More than a few have said that support of high-speed rails is in part to rein in these expansive appetites and to centralize decision-making. I don’t necessarily subscribe to high-speed rail projects first popularized by Japan being an antidote to what bureaucratic elites view as a kind of licentious license by the general populace. There are those who really believe that spending $53 billion of our money is a good idea because it will benefit the environment, reduce our reliance on our carbon belching engines and diminish congestion on our roads and highways.
So it is not a question of political motivations, at least not for me, that is driving this issue but it is a matter of practicality. Japan has an enormously dense population as does Europe and China, where these high-speed rails continue to gain traction. But over here in the states it is a different story.

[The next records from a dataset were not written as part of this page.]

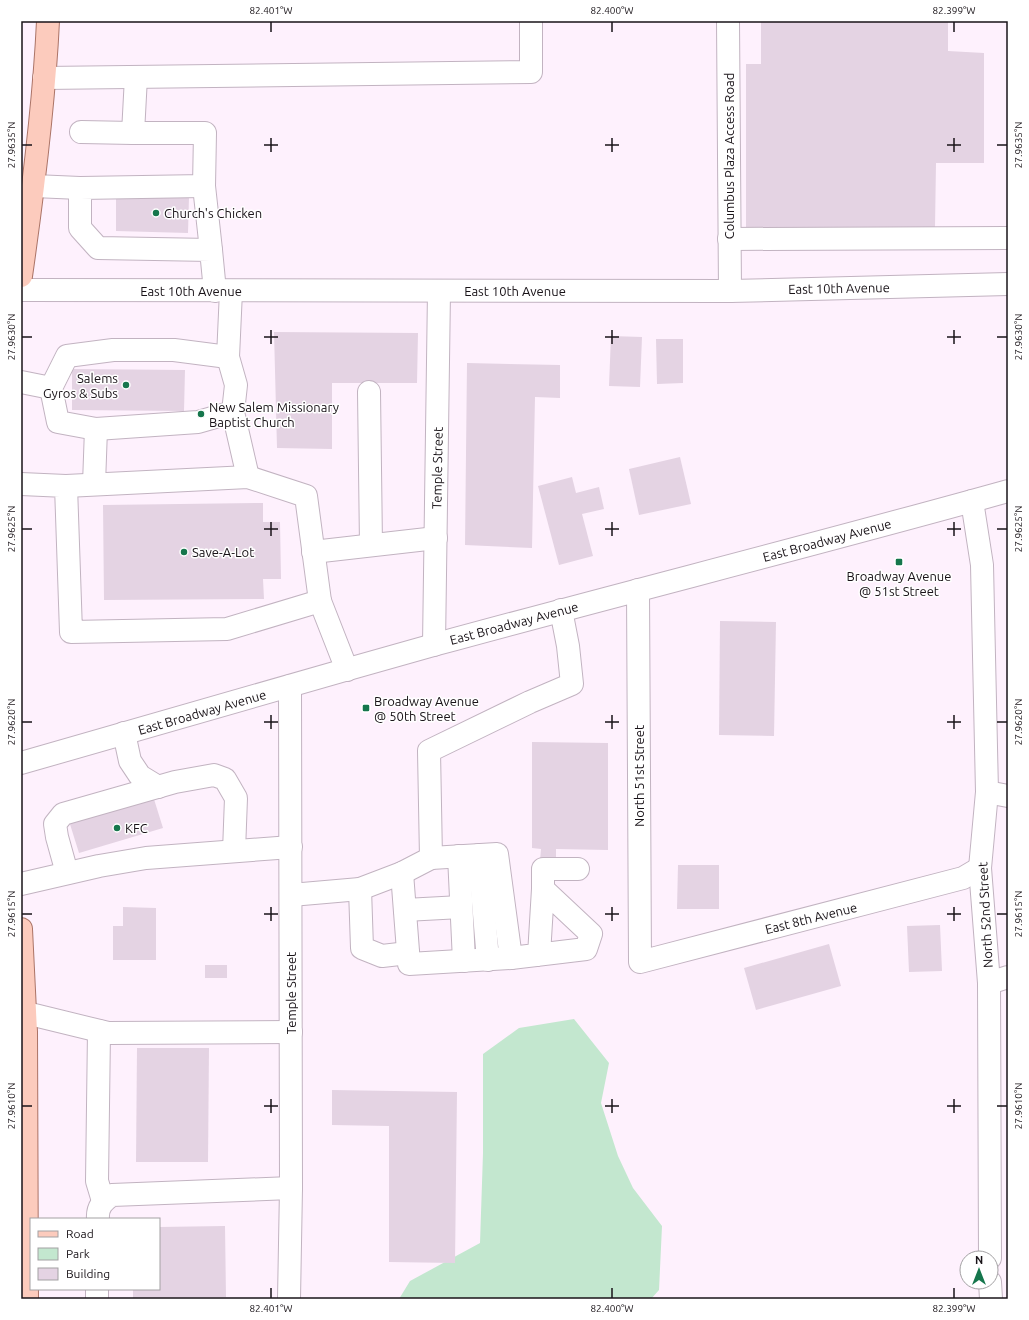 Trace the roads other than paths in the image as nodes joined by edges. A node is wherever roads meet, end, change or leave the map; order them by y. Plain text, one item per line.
1 (48, 21) edge
2 (531, 21) edge
3 (728, 21) edge
4 (136, 77) junction
5 (44, 78) junction
6 (81, 132) dead end
7 (133, 133) junction
8 (34, 186) junction
9 (204, 186) junction
10 (80, 188) junction
11 (1008, 238) edge
12 (729, 240) junction
13 (212, 250) junction
14 (21, 276) edge
15 (1008, 284) edge
16 (21, 290) edge
17 (223, 291) junction
18 (439, 291) junction
19 (730, 291) junction
20 (228, 357) junction
21 (21, 382) edge
22 (51, 388) junction
23 (369, 392) dead end
24 (233, 412) junction
25 (96, 429) junction
26 (248, 478) junction
27 (21, 484) edge
28 (94, 484) junction
29 (66, 486) junction
30 (1008, 490) edge
31 (972, 500) junction
32 (436, 538) junction
33 (371, 546) junction
34 (313, 552) junction
35 (638, 590) junction
36 (320, 601) junction
37 (561, 610) junction
38 (434, 645) junction
39 (347, 670) junction
40 (290, 686) junction
41 (124, 734) junction
42 (21, 763) edge
43 (158, 786) junction
44 (998, 794) edge
45 (291, 846) junction
46 (234, 851) junction
47 (469, 856) junction
48 (431, 858) junction
49 (980, 868) junction
50 (578, 869) dead end
51 (67, 873) junction
52 (402, 873) junction
53 (21, 884) edge
54 (360, 889) junction
55 (543, 889) junction
56 (291, 895) junction
57 (461, 907) junction
58 (405, 910) junction
59 (21, 929) edge
60 (408, 953) junction
61 (539, 955) junction
62 (511, 958) junction
63 (488, 960) junction
64 (464, 961) junction
65 (640, 962) joint
66 (998, 980) edge
67 (26, 1013) junction
68 (99, 1031) junction
69 (291, 1032) junction
70 (291, 1188) junction
71 (100, 1210) edge
72 (990, 1250) edge
73 (26, 1261) edge
74 (27, 1299) edge
75 (289, 1299) edge

1 - 5 main road
2 - 4 street
3 - 12 street, Columbus Plaza Access Road
4 - 5 street
4 - 7 street
5 - 8 main road
6 - 7 street
7 - 9 street
8 - 10 street
8 - 14 main road
9 - 10 street
9 - 13 street
10 - 13 street
11 - 12 street
12 - 19 street, Columbus Plaza Access Road
13 - 17 street
15 - 19 street, East 10th Avenue
16 - 17 street, East 10th Avenue
17 - 18 street, East 10th Avenue
17 - 20 street
18 - 19 street, East 10th Avenue
18 - 32 street, Temple Street
20 - 22 street
20 - 24 street
21 - 22 street
22 - 25 street
23 - 33 street
24 - 25 street
24 - 26 street
25 - 28 street
26 - 28 street
26 - 34 street
27 - 29 street
28 - 29 street
29 - 36 street
30 - 31 street, East Broadway Avenue
31 - 35 street, East Broadway Avenue
31 - 44 street, North 52nd Street
32 - 33 street
32 - 38 street, Temple Street
33 - 34 street
34 - 36 street
35 - 37 street, East Broadway Avenue
35 - 65 street, North 51st Street
36 - 39 street
37 - 38 street, East Broadway Avenue
37 - 48 street
38 - 39 street, East Broadway Avenue
39 - 40 street, East Broadway Avenue
40 - 41 street, East Broadway Avenue
40 - 45 street, Temple Street
41 - 42 street, East Broadway Avenue
41 - 43 street
43 - 46 street
43 - 51 street
44 - 49 street, North 52nd Street
45 - 46 street
45 - 56 street, Temple Street
46 - 51 street
47 - 48 street
47 - 57 street
47 - 62 street
47 - 63 street
48 - 52 street
49 - 65 street, East 8th Avenue
49 - 66 street, North 52nd Street
50 - 55 street
51 - 53 street
52 - 54 street
52 - 58 street
54 - 56 street
54 - 60 street
55 - 61 street
55 - 61 street
56 - 69 street, Temple Street
57 - 58 street
57 - 64 street
58 - 60 street
59 - 67 main road
60 - 64 street
61 - 62 street
62 - 63 street
63 - 64 street
66 - 72 street, North 52nd Street
67 - 68 street
67 - 73 main road
68 - 69 street
68 - 71 street
69 - 70 street, Temple Street
70 - 71 street
70 - 75 street, Temple Street
73 - 74 main road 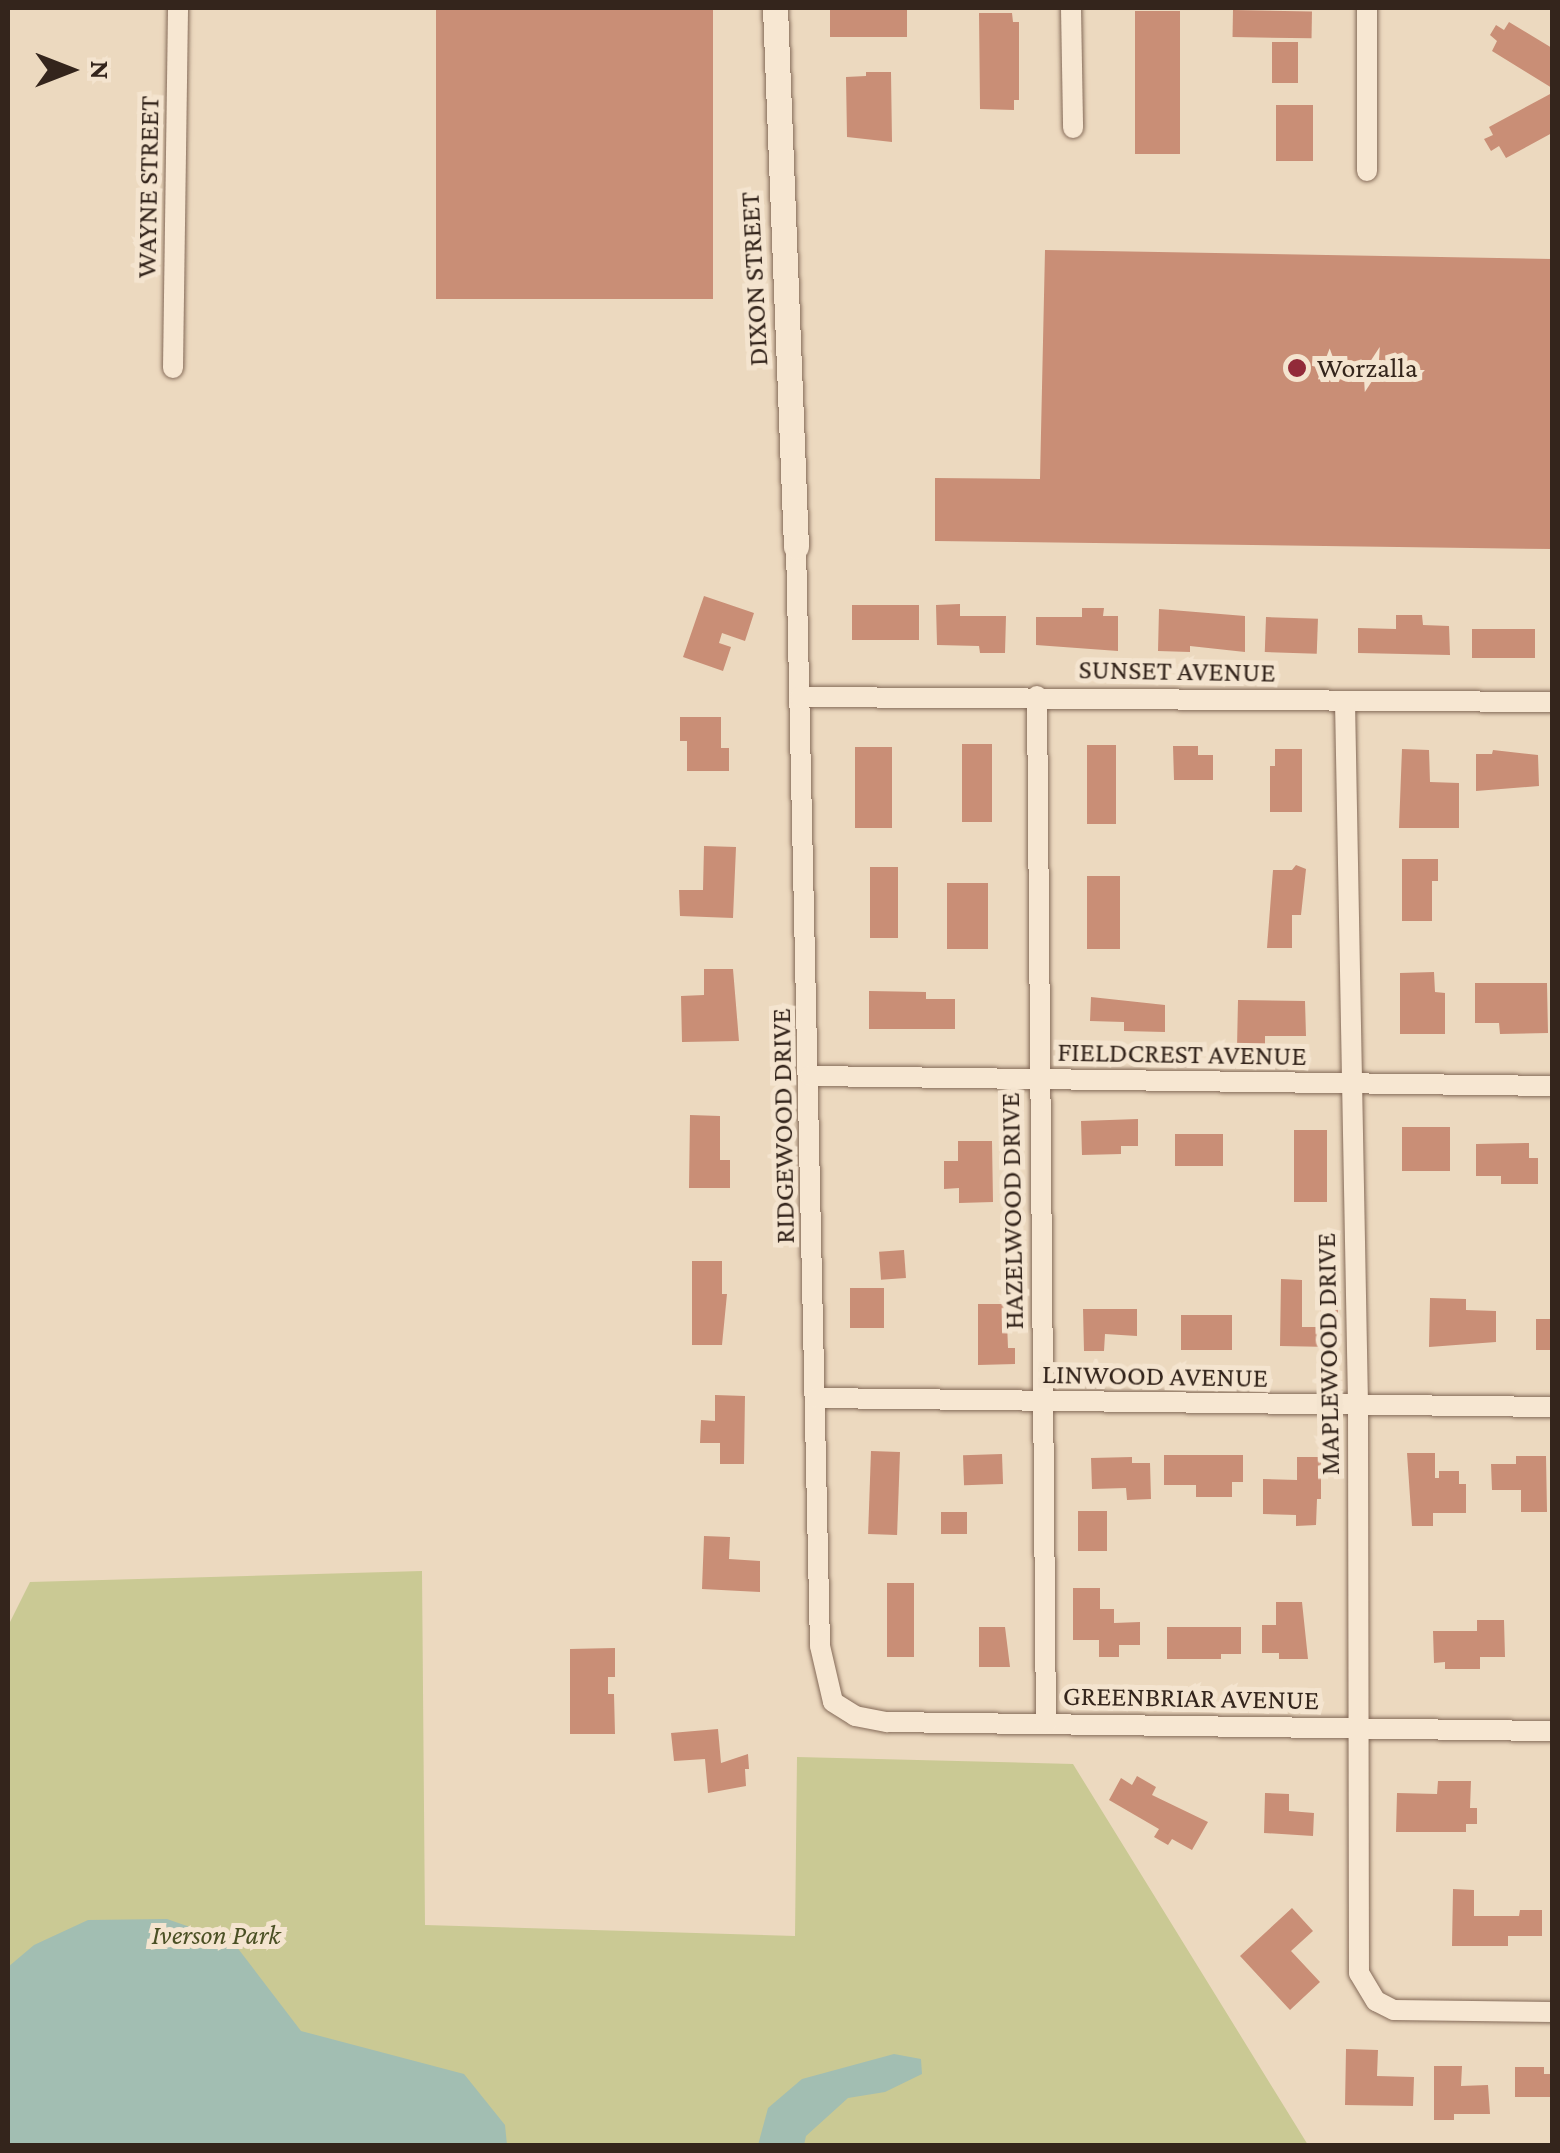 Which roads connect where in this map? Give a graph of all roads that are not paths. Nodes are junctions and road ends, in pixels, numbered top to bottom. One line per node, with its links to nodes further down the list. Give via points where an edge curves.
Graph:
1 (178, 8): 7 (street, WAYNE STREET)
2 (775, 8): 8 (street, DIXON STREET)
3 (1071, 8): 5 (street)
4 (1367, 8): 6 (street)
5 (1073, 128)
6 (1367, 171)
7 (173, 368)
8 (796, 547): 10 (street, RIDGEWOOD DRIVE)
9 (1037, 696): 10 (street, SUNSET AVENUE); 11 (street, SUNSET AVENUE); 14 (street, HAZELWOOD DRIVE)
10 (800, 697): 13 (street, RIDGEWOOD DRIVE)
11 (1345, 702): 12 (street, SUNSET AVENUE); 15 (street, MAPLEWOOD DRIVE)
12 (1552, 702)
13 (810, 1076): 14 (street, FIELDCREST AVENUE); 17 (street, RIDGEWOOD DRIVE)
14 (1037, 1079): 15 (street, FIELDCREST AVENUE); 18 (street, HAZELWOOD DRIVE)
15 (1349, 1084): 16 (street, FIELDCREST AVENUE); 19 (street, MAPLEWOOD DRIVE)
16 (1552, 1086)
17 (817, 1398): 18 (street, LINWOOD AVENUE); 21 (street, RIDGEWOOD DRIVE, via 820,1646)
18 (1044, 1402): 19 (street, LINWOOD AVENUE); 22 (street, HAZELWOOD DRIVE)
19 (1358, 1406): 20 (street, LINWOOD AVENUE); 23 (street, MAPLEWOOD DRIVE)
20 (1552, 1407)
21 (833, 1702): 22 (street, GREENBRIAR AVENUE, via 855,1716 887,1722)
22 (1046, 1724): 23 (street, GREENBRIAR AVENUE)
23 (1361, 1728): 24 (street, GREENBRIAR AVENUE); 25 (street, MAPLEWOOD DRIVE, via 1362,1983 1376,2000 1403,2012)
24 (1552, 1732)
25 (1552, 2012)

Not only is constructing high-rail transportation prohibitively expensive, it is also fraught with technical problems. Frankly, in a nation as suburbanized as ours, I have grave reservations over its efficacy and I’m not interested in costing the American taxpayer a bundle to prove the point definitively. I made a similar point about the construction of the Third Track in our communities since LIRR ridership peaked in 1949. America’s love affair with cars has not been a one-night stand; it’s a marriage that won’t be dissolved anytime soon. While there will always be an important niche for traveling by rails, passenger service is, and has been for a long time, a money losing proposition which is why trains, including high-speed rails, are relying more and more on freight.
People fled using ox-drawn carts when canal barges became available and canals when railroads could be had. They left the railroads for the convenience of cars and all the sweet talk about improving the climate, increasing competitiveness and even strengthening national security will never bring automobile owners flocking back to the Golden Age of the Locomotive. In the distant, amber light of boyhood the unwithered magic of steam whistles and Pullman cars pulls at the heartstrings of those of us who sat transfixed before our Lionel train sets. Round and round went the clattering locomotive; but there comes a time when we must put aside the infinite wonder of it all and face life as it really is.